### TRY IT
For the records shown below, return an exact copy that excludes the pictures.

Stored data entries:

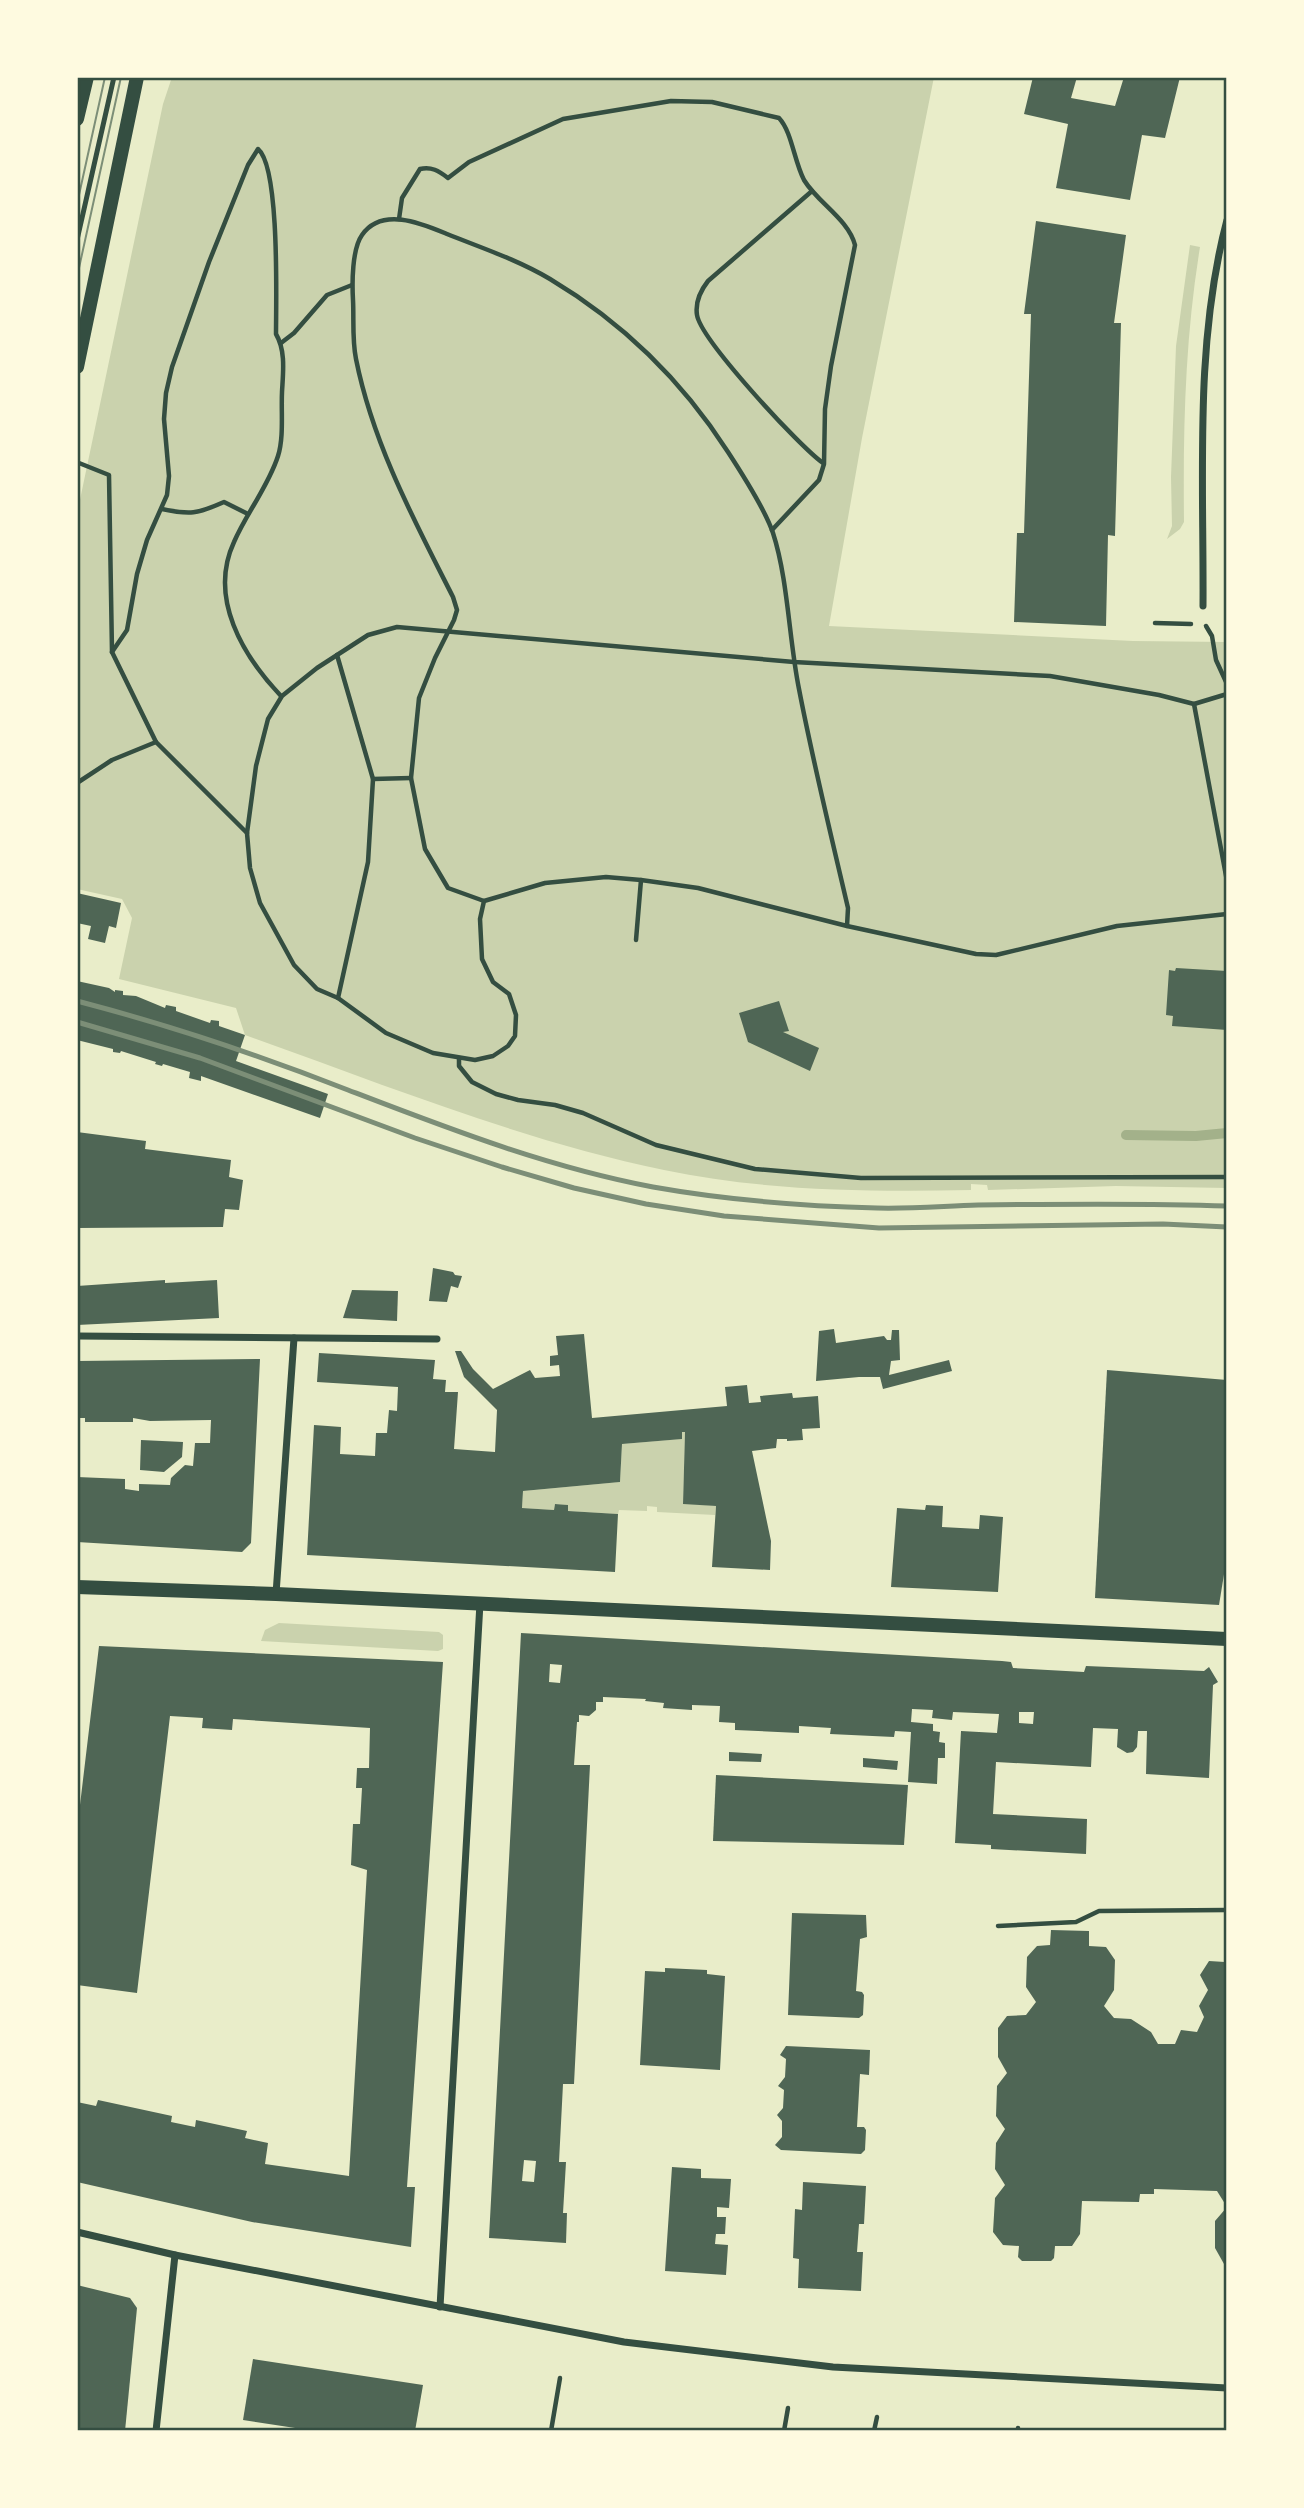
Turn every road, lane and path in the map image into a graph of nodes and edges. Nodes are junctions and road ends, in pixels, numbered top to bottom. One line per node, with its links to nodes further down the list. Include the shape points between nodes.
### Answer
1 (88, 77): 4 (main road)
2 (114, 77): 8 (lane)
3 (137, 77): 11 (main road)
4 (77, 119)
5 (812, 191): 6 (path, via 779,118 712,102 671,101 563,119 469,162 447,178 428,167 420,169 402,198); 13 (path, via 852,234 855,245 831,366); 13 (path, via 708,281 699,292 697,317 766,407)
6 (399, 219): 9 (path, via 387,219 362,235); 16 (path, via 498,254 547,277 604,316 696,406 729,453)
7 (1227, 220): 17 (street, via 1204,386)
8 (77, 240)
9 (352, 285): 10 (path, via 327,295); 19 (path, via 355,357 376,436 453,597 457,610)
10 (281, 343): 14 (path, via 276,334 273,209 267,169 258,149 209,262 172,367 164,419 169,476); 15 (path, via 279,452)
11 (77, 367)
12 (79, 463): 20 (path, via 109,475)
13 (824, 464): 16 (path, via 819,480)
14 (162, 509): 15 (path, via 186,514 223,502); 20 (path, via 137,574 127,630)
15 (247, 514): 25 (path, via 230,552 227,607 259,672)
16 (772, 530): 22 (path)
17 (1203, 606)
18 (1155, 623): 23 (path, via 1208,627)
19 (449, 632): 21 (path, via 397,627 368,635); 22 (path); 28 (path, via 419,698)
20 (112, 652): 27 (path)
21 (337, 655): 25 (path); 29 (path)
22 (794, 662): 26 (path, via 1050,676); 36 (path, via 848,908)
23 (1227, 684)
24 (1227, 694): 26 (path)
25 (282, 696): 31 (path, via 261,742)
26 (1194, 704): 33 (path)
27 (156, 742): 30 (path, via 112,760); 31 (path)
28 (411, 778): 29 (path); 34 (path, via 425,849 449,888)
29 (373, 779): 38 (path, via 368,862)
30 (77, 783)
31 (247, 833): 38 (path, via 260,903 279,940 317,989)
32 (641, 880): 34 (path, via 606,877 545,883); 36 (path, via 698,888); 37 (path)
33 (1227, 881)
34 (484, 901): 39 (path, via 482,959 494,982 509,993 516,1016 515,1036 493,1056)
35 (1227, 914): 36 (path, via 1117,926 996,955)
36 (847, 926)
37 (636, 940)
38 (338, 998): 39 (path, via 386,1033)
39 (460, 1059): 40 (path, via 459,1066 472,1082 496,1094 583,1113 656,1145 755,1169 861,1178)
40 (1227, 1177)
41 (77, 1336): 42 (street)
42 (294, 1338): 43 (street); 45 (street)
43 (437, 1339)
44 (77, 1587): 45 (main road)
45 (276, 1594): 46 (main road)
46 (480, 1604): 47 (main road); 52 (street)
47 (1227, 1639)
48 (1227, 1910): 49 (path, via 1099,1911 1076,1922)
49 (998, 1926)
50 (77, 2232): 51 (street)
51 (175, 2255): 52 (street); 57 (street)
52 (440, 2307): 54 (street, via 624,2343 833,2367)
53 (560, 2378): 58 (path)
54 (1227, 2388)
55 (788, 2408): 59 (path)
56 (877, 2417): 60 (path)
57 (156, 2431)
58 (551, 2431)
59 (784, 2431)
60 (874, 2431)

### OUTPUT BELOW
Turn every road, lane and path in the map image into a graph of nodes and edges. Nodes are junctions and road ends, in pixels, numbered top to bottom. One line per node, with its links to nodes further down the list. Include the shape points between nodes.
### Answer
1 (88, 77): 4 (main road)
2 (114, 77): 8 (lane)
3 (137, 77): 11 (main road)
4 (77, 119)
5 (812, 191): 6 (path, via 779,118 712,102 671,101 563,119 469,162 447,178 428,167 420,169 402,198); 13 (path, via 852,234 855,245 831,366); 13 (path, via 708,281 699,292 697,317 766,407)
6 (399, 219): 9 (path, via 387,219 362,235); 16 (path, via 498,254 547,277 604,316 696,406 729,453)
7 (1227, 220): 17 (street, via 1204,386)
8 (77, 240)
9 (352, 285): 10 (path, via 327,295); 19 (path, via 355,357 376,436 453,597 457,610)
10 (281, 343): 14 (path, via 276,334 273,209 267,169 258,149 209,262 172,367 164,419 169,476); 15 (path, via 279,452)
11 (77, 367)
12 (79, 463): 20 (path, via 109,475)
13 (824, 464): 16 (path, via 819,480)
14 (162, 509): 15 (path, via 186,514 223,502); 20 (path, via 137,574 127,630)
15 (247, 514): 25 (path, via 230,552 227,607 259,672)
16 (772, 530): 22 (path)
17 (1203, 606)
18 (1155, 623): 23 (path, via 1208,627)
19 (449, 632): 21 (path, via 397,627 368,635); 22 (path); 28 (path, via 419,698)
20 (112, 652): 27 (path)
21 (337, 655): 25 (path); 29 (path)
22 (794, 662): 26 (path, via 1050,676); 36 (path, via 848,908)
23 (1227, 684)
24 (1227, 694): 26 (path)
25 (282, 696): 31 (path, via 261,742)
26 (1194, 704): 33 (path)
27 (156, 742): 30 (path, via 112,760); 31 (path)
28 (411, 778): 29 (path); 34 (path, via 425,849 449,888)
29 (373, 779): 38 (path, via 368,862)
30 (77, 783)
31 (247, 833): 38 (path, via 260,903 279,940 317,989)
32 (641, 880): 34 (path, via 606,877 545,883); 36 (path, via 698,888); 37 (path)
33 (1227, 881)
34 (484, 901): 39 (path, via 482,959 494,982 509,993 516,1016 515,1036 493,1056)
35 (1227, 914): 36 (path, via 1117,926 996,955)
36 (847, 926)
37 (636, 940)
38 (338, 998): 39 (path, via 386,1033)
39 (460, 1059): 40 (path, via 459,1066 472,1082 496,1094 583,1113 656,1145 755,1169 861,1178)
40 (1227, 1177)
41 (77, 1336): 42 (street)
42 (294, 1338): 43 (street); 45 (street)
43 (437, 1339)
44 (77, 1587): 45 (main road)
45 (276, 1594): 46 (main road)
46 (480, 1604): 47 (main road); 52 (street)
47 (1227, 1639)
48 (1227, 1910): 49 (path, via 1099,1911 1076,1922)
49 (998, 1926)
50 (77, 2232): 51 (street)
51 (175, 2255): 52 (street); 57 (street)
52 (440, 2307): 54 (street, via 624,2343 833,2367)
53 (560, 2378): 58 (path)
54 (1227, 2388)
55 (788, 2408): 59 (path)
56 (877, 2417): 60 (path)
57 (156, 2431)
58 (551, 2431)
59 (784, 2431)
60 (874, 2431)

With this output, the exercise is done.